• Records provided:

○ ○ ○ ○

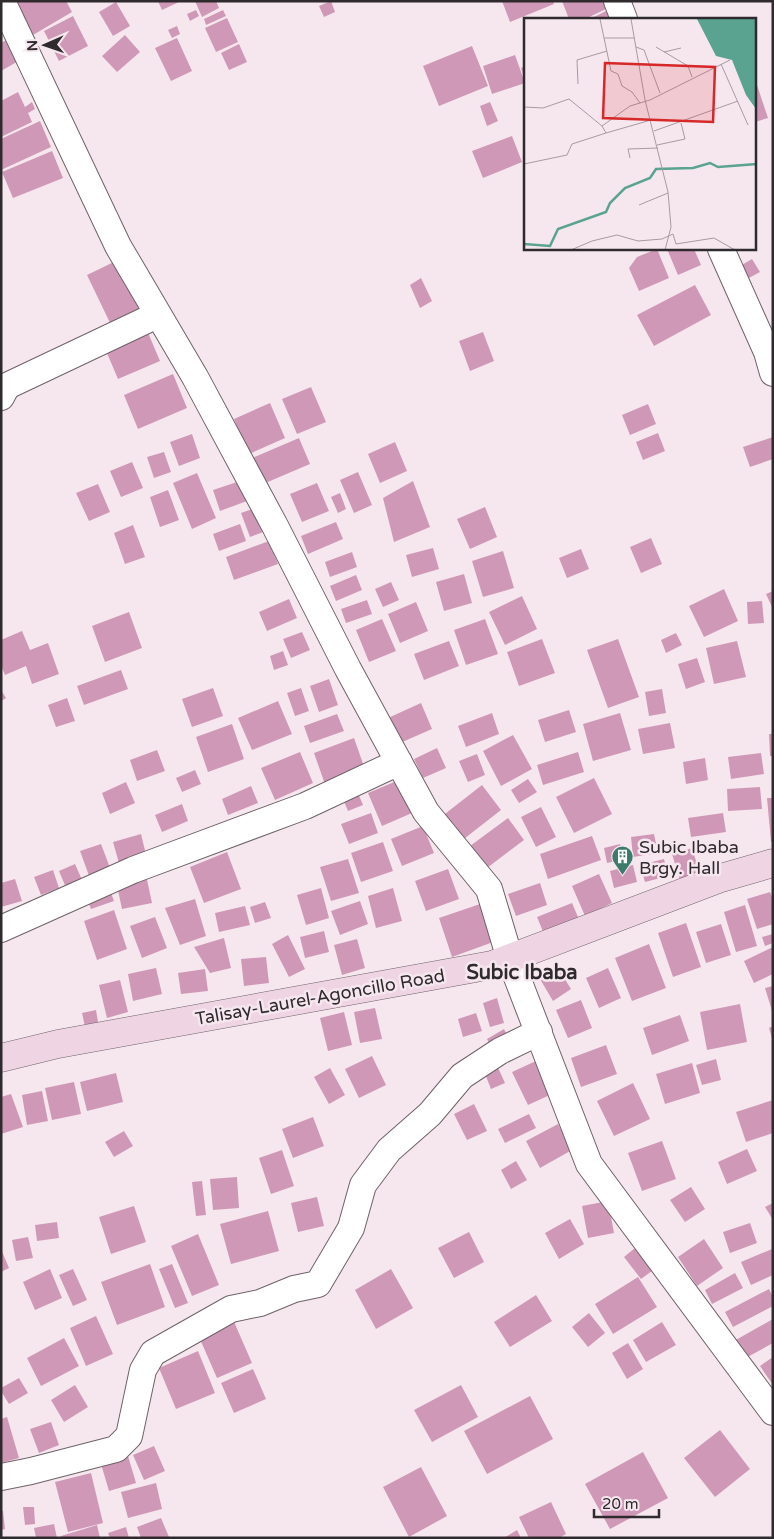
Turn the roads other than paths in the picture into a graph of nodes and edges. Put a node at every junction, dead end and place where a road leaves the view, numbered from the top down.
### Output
1 (2, 1) edge
2 (617, 1) edge
3 (624, 18) edge
4 (721, 250) edge
5 (157, 314) junction
6 (773, 373) edge
7 (1, 397) edge
8 (399, 762) junction
9 (773, 863) edge
10 (1, 929) edge
11 (510, 959) junction
12 (539, 1032) junction
13 (1, 1058) edge
14 (773, 1412) edge
15 (1, 1477) edge

1 - 5 street
2 - 3 street
4 - 6 street
5 - 7 street
5 - 8 street
8 - 10 street
8 - 11 street
9 - 11 main road, Talisay-Laurel-Agoncillo Road
11 - 12 street
11 - 13 main road, Talisay-Laurel-Agoncillo Road
12 - 14 street
12 - 15 street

○ ○ ○ ○

• About this task: Exclude images and repeat all entries exactly.

• Result:
Turn the roads other than paths in the picture into a graph of nodes and edges. Put a node at every junction, dead end and place where a road leaves the view, numbered from the top down.
### Output
1 (2, 1) edge
2 (617, 1) edge
3 (624, 18) edge
4 (721, 250) edge
5 (157, 314) junction
6 (773, 373) edge
7 (1, 397) edge
8 (399, 762) junction
9 (773, 863) edge
10 (1, 929) edge
11 (510, 959) junction
12 (539, 1032) junction
13 (1, 1058) edge
14 (773, 1412) edge
15 (1, 1477) edge

1 - 5 street
2 - 3 street
4 - 6 street
5 - 7 street
5 - 8 street
8 - 10 street
8 - 11 street
9 - 11 main road, Talisay-Laurel-Agoncillo Road
11 - 12 street
11 - 13 main road, Talisay-Laurel-Agoncillo Road
12 - 14 street
12 - 15 street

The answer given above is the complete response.